私が印象に残っている活動はかるた作りとフェアトレードタウン調査です。かるた作りは日本文化紹介の中で最も大変な活動でしたが、今までしたことのない取り組みでとてもおもしろかったです。郷土かるたは子どもたちが自分の住んでいる街のことを知る良いきっかけになったと思います。今回訪れた街は都会ではなかったのですが、歴史があり、調べればたくさんの素晴らしい場所やものがありました。子どもたちが学ぶことができたのはもちろんのこと、私自身も自分が訪れた場所を知る良い機会となりました。かるたと自分の暮らしている街をリンクさせて自分たち自身のかるたをつくることで、日本文化と外国の街を上手く融合させることができた活動だと思います。最初にかるたゲームをしたのでかるたの面白さを子どもたちが知って自分たちで作ることができるということに喜んでくれたのが嬉しかったです。かるたは絵が得意な子もいれば文章がうまい子もいて子どもたちの個性が非常に出ていました。一方でそれらが苦手な子にアドバイスするのが難しかったです。また終わらせる速さが違うのでその子どもたちの対応を考えるのも大切でした。
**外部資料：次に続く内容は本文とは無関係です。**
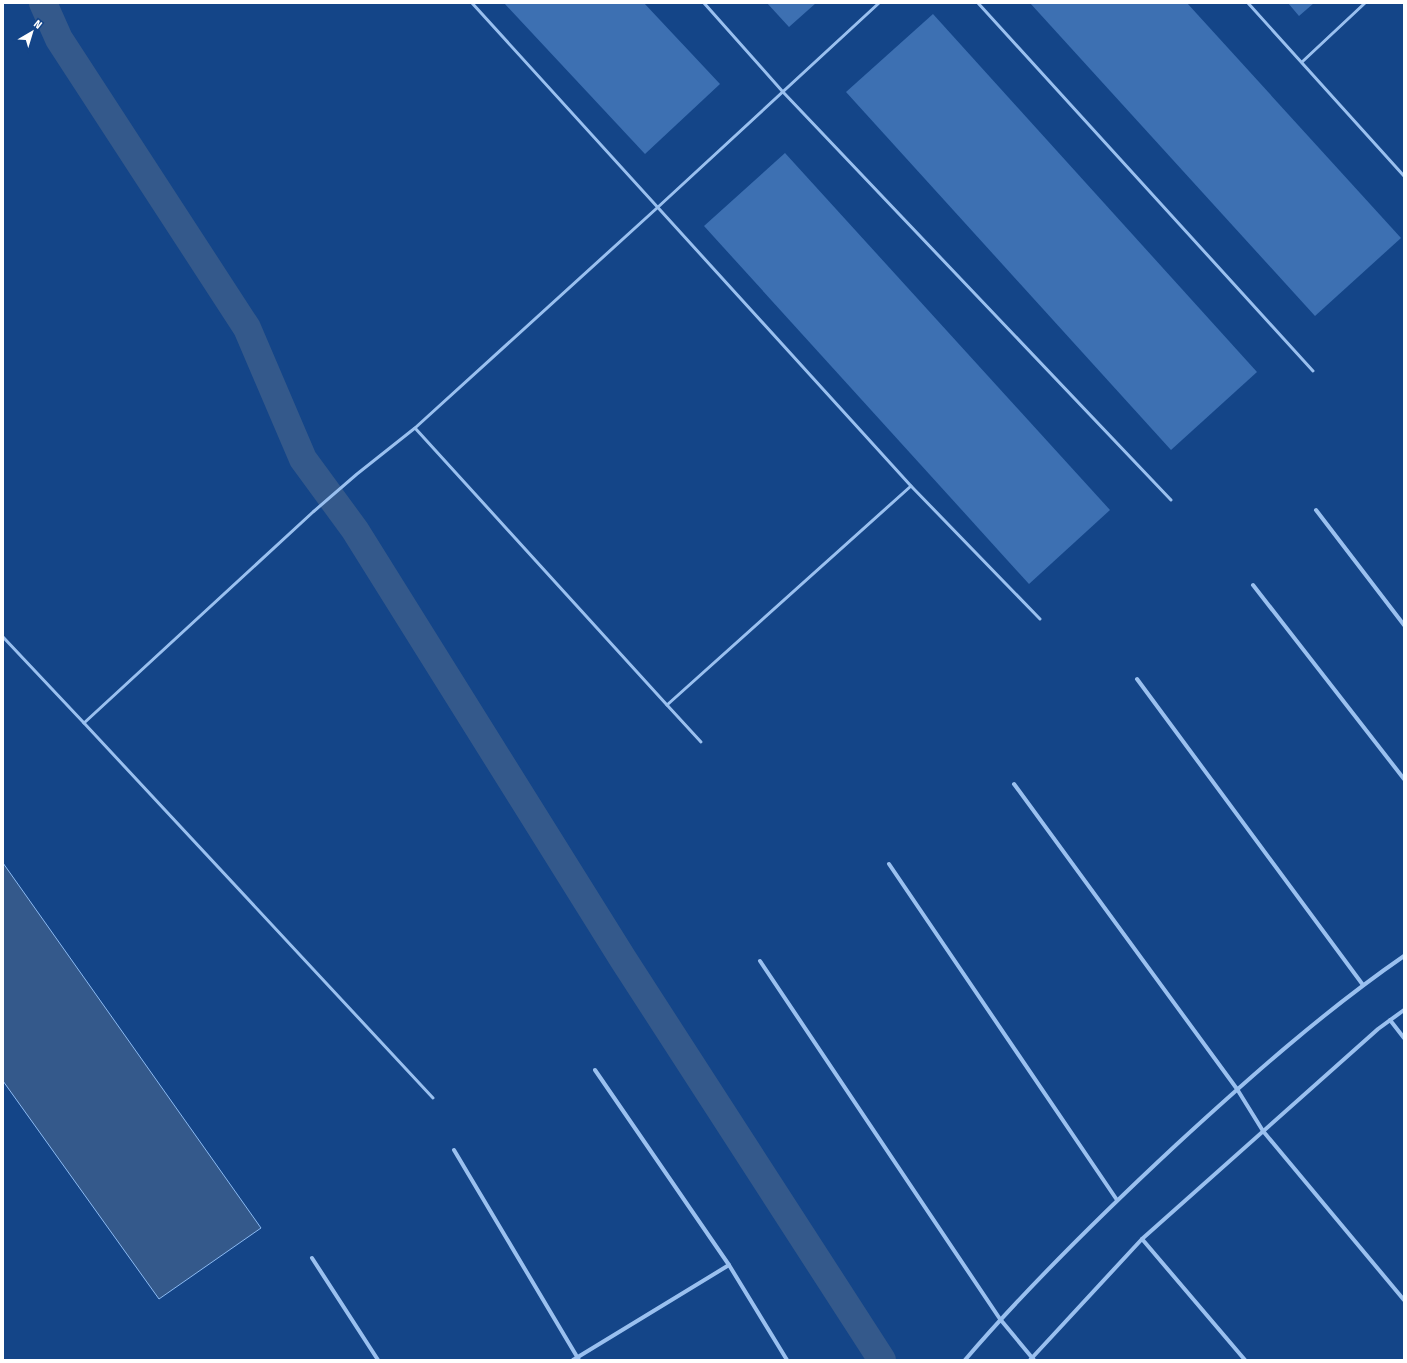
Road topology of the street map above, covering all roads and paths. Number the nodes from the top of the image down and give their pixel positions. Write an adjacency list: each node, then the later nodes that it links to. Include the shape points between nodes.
1 (472, 3): 10 (lane)
2 (704, 3): 8 (lane)
3 (879, 3): 8 (lane)
4 (978, 3): 11 (lane)
5 (1248, 3): 7 (lane)
6 (1365, 3): 7 (lane)
7 (1302, 62): 9 (lane)
8 (783, 92): 10 (lane); 14 (lane)
9 (1404, 176)
10 (658, 208): 12 (lane); 13 (lane)
11 (1313, 371)
12 (415, 428): 21 (lane); 22 (lane, via 313,512)
13 (911, 486): 17 (lane); 21 (lane)
14 (1171, 500)
15 (1316, 510): 18 (street)
16 (1252, 585): 24 (street)
17 (1040, 619)
18 (1404, 625)
19 (3, 637): 22 (lane)
20 (1137, 679): 29 (street)
21 (667, 705): 23 (lane)
22 (84, 723): 35 (lane)
23 (702, 742)
24 (1404, 779)
25 (1014, 784): 34 (street)
26 (889, 864): 38 (street)
27 (1404, 956): 29 (street)
28 (760, 961): 43 (street)
29 (1363, 985): 34 (street)
30 (1404, 1010): 31 (street)
31 (1390, 1020): 32 (street); 36 (street)
32 (1404, 1038)
33 (595, 1070): 41 (street)
34 (1237, 1089): 36 (street); 38 (street)
35 (433, 1098)
36 (1263, 1131): 39 (street); 42 (street)
37 (454, 1150): 44 (street)
38 (1117, 1200): 43 (street)
39 (1142, 1239): 45 (street); 50 (street)
40 (312, 1258): 46 (street)
41 (729, 1265): 44 (street); 48 (street)
42 (1404, 1300)
43 (1000, 1319): 45 (street); 49 (street)
44 (578, 1359): 47 (street)
45 (1032, 1359)
46 (378, 1360)
47 (573, 1360)
48 (787, 1360)
49 (965, 1360)
50 (1245, 1360)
そしてフェアトレードタウンについて調査をしましたが、日本にいたころはフェアトレードを意識することはありませんでした。むしろ聞いたことがある程度で詳しくは知りませんでした。だから私が訪れた街全体がフェアトレードタウンと称されていることに驚きました。スーパーマーケットにはたくさんのフェアトレード商品が並べられており、店員の方も店にフェアトレード商品がどのくらいおいてあるかは把握されていました。しかし、街がフェアトレードタウンだということを知っていらっしゃる方はほとんどおらず、課題はフェアトレードの認知度をいかにあげるかだと感じました。さらにフェアトレードの商品の質の向上も課題としてあげられていました。またタミーさんにお話しを伺って、わざわざ現地にいかなくても商品を買うだけでその人々を救うことができるということに感銘を受けました。貧困をなくしたいけど、何をしたらいいか分からないという思いを抱えている人はたくさんいると思います。フェアトレード商品を買うという普通の消費行動が貧困で苦しんでいる人を救うことができるなんで本当に素晴らしい活動だと思いました。広島に帰って、この地で何かフェアトレードに貢献できたらいいなと思います。
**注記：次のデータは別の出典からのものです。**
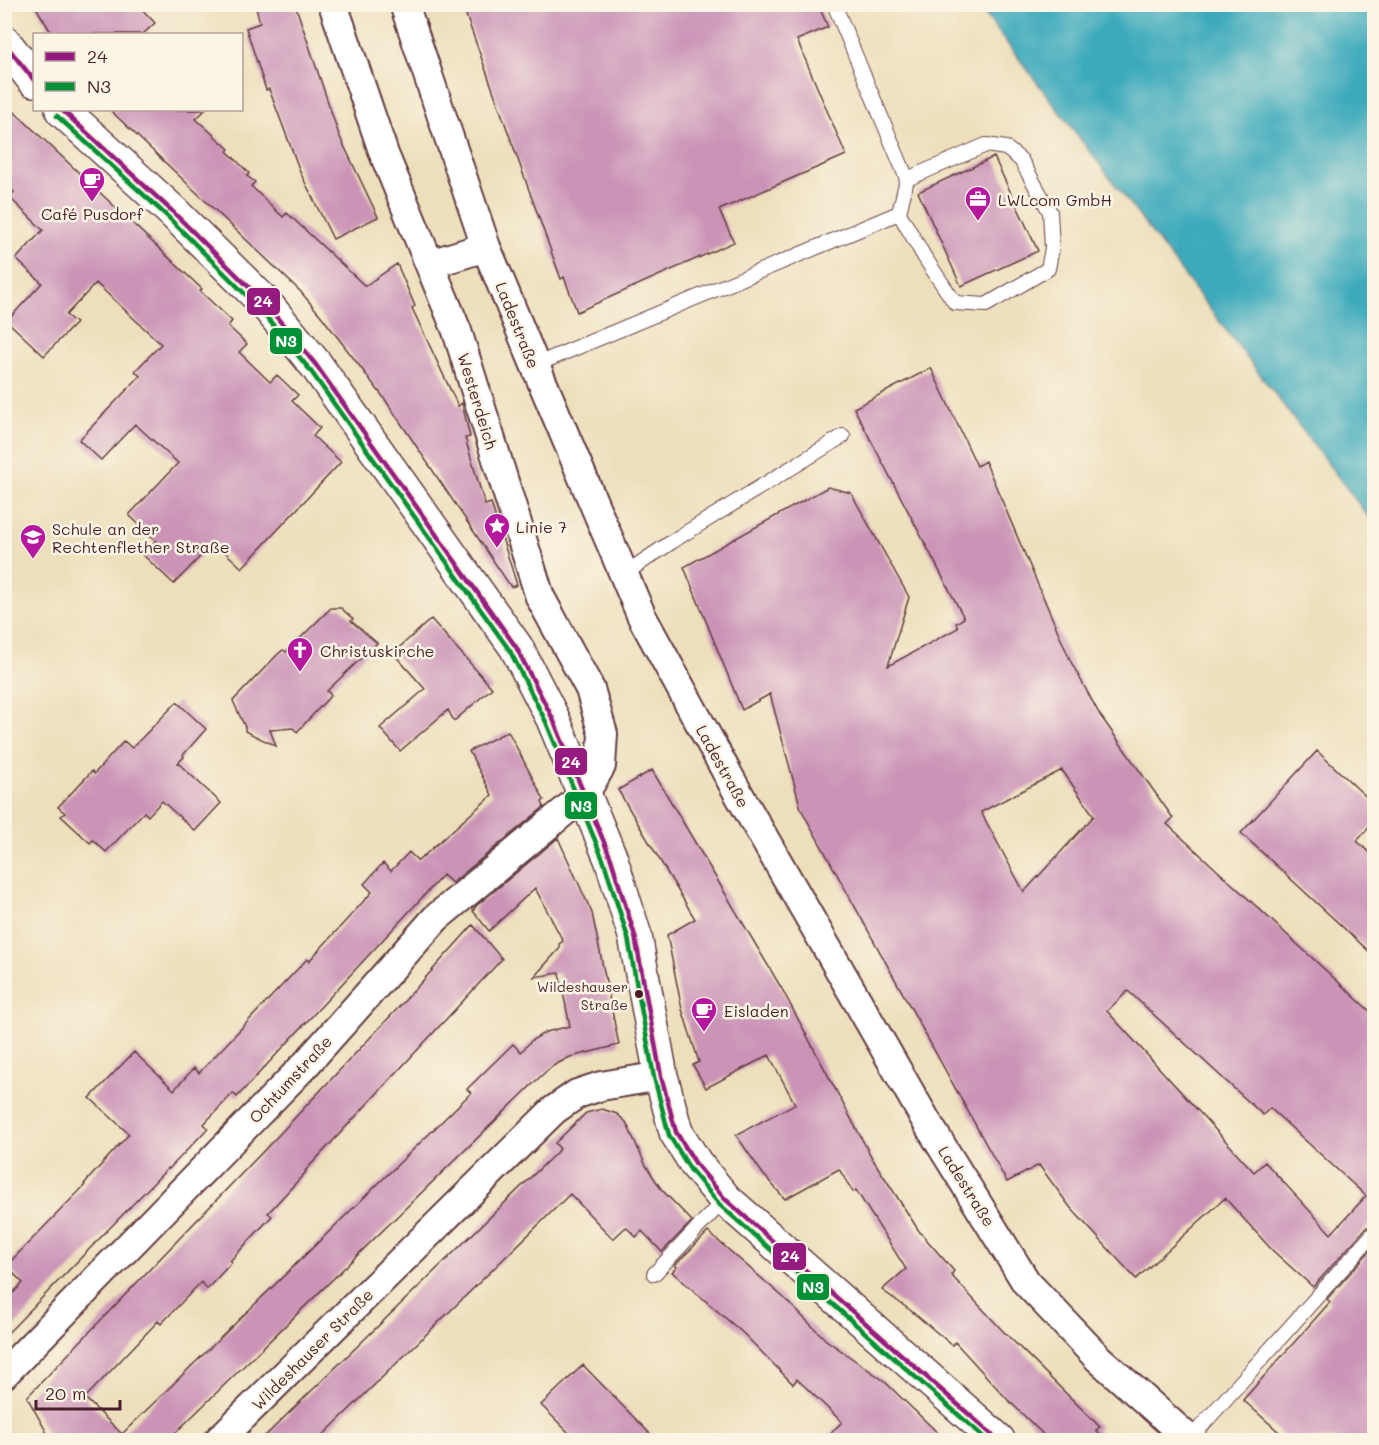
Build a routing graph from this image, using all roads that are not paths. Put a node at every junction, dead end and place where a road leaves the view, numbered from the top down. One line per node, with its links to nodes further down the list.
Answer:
1 (333, 4): 10 (street, Westerdeich)
2 (404, 4): 9 (street, Ladestraße)
3 (834, 4): 7 (lane)
4 (4, 42): 5 (street)
5 (33, 79)
6 (63, 111): 14 (street)
7 (907, 179): 8 (lane); 8 (lane)
8 (899, 213): 11 (lane)
9 (486, 247): 10 (street); 11 (street, Ladestraße)
10 (430, 264): 14 (street, Westerdeich)
11 (535, 365): 13 (street, Ladestraße)
12 (843, 436): 13 (lane)
13 (624, 574): 22 (street, Ladestraße)
14 (584, 795): 15 (street); 19 (street, Ochtumstraße)
15 (661, 1076): 16 (street); 20 (street, Wildeshauser Straße)
16 (725, 1199): 18 (lane); 21 (street)
17 (1374, 1233): 22 (lane)
18 (654, 1274)
19 (4, 1374)
20 (219, 1440)
21 (998, 1440)
22 (1190, 1440)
英国コミュニティインターンでは現地の教育を学ぶことも学ぶことができました。日本の小学校と比較するとさまざまな違いが見られました。一番印象に残ったのはイギリスの小学校は多国籍な子どもたちが一緒に授業を受けているということです。初めに訪問した小学校にはさまざまな国の子どもたちがいて、驚くことに英語ができない子どももいました。日本の学校には日本人の子どもたちがほとんどです。イギリスのような環境で育つと多様な価値観を受け入れやすいのではないかと思いました。そのせいかいじめ防止のため子どもたちは休み時間は必ず先生の監視のもと、外で遊ばなければなりませんでした。私の印象では子どもたちは管理下に置かれていて教室での居場所があまりないと思いました。日本でもいじめが問題となっていますが、先生の子どもたちへの注意力がもっと必要ではないかと感じました。ほかにも教室の机の配置や装飾物も日本とは異なっていました。日本の教室は机が全員前を向いて並んでいますがイギリスはもともグループに分けられていました。このスタイルは非常にいいと思いました。日本でもグループワークというものが重視されていますが教室の雰囲気から変えるといいと思います。また教室の装飾もとても明るく、絵や図が重視されていました。またイギリスの小学校には掃除の時間というものがありません。イギリスのバスや道路はごみがよく捨てられていました。そして掃除専門の人がそのごみを集めていました。日本人は本当に清潔でイギリスのごみ問題は学校教育の掃除に対する考え方の違いからきているのではないかと思いました。

英国コミュニティインターンに参加してたくさんのことを学び、たくさんの素晴らしい仲間と出会うことができました。イギリスの小学校で授業をするなんで一生に一度の経験かもしれません。本当に参加してよかったです。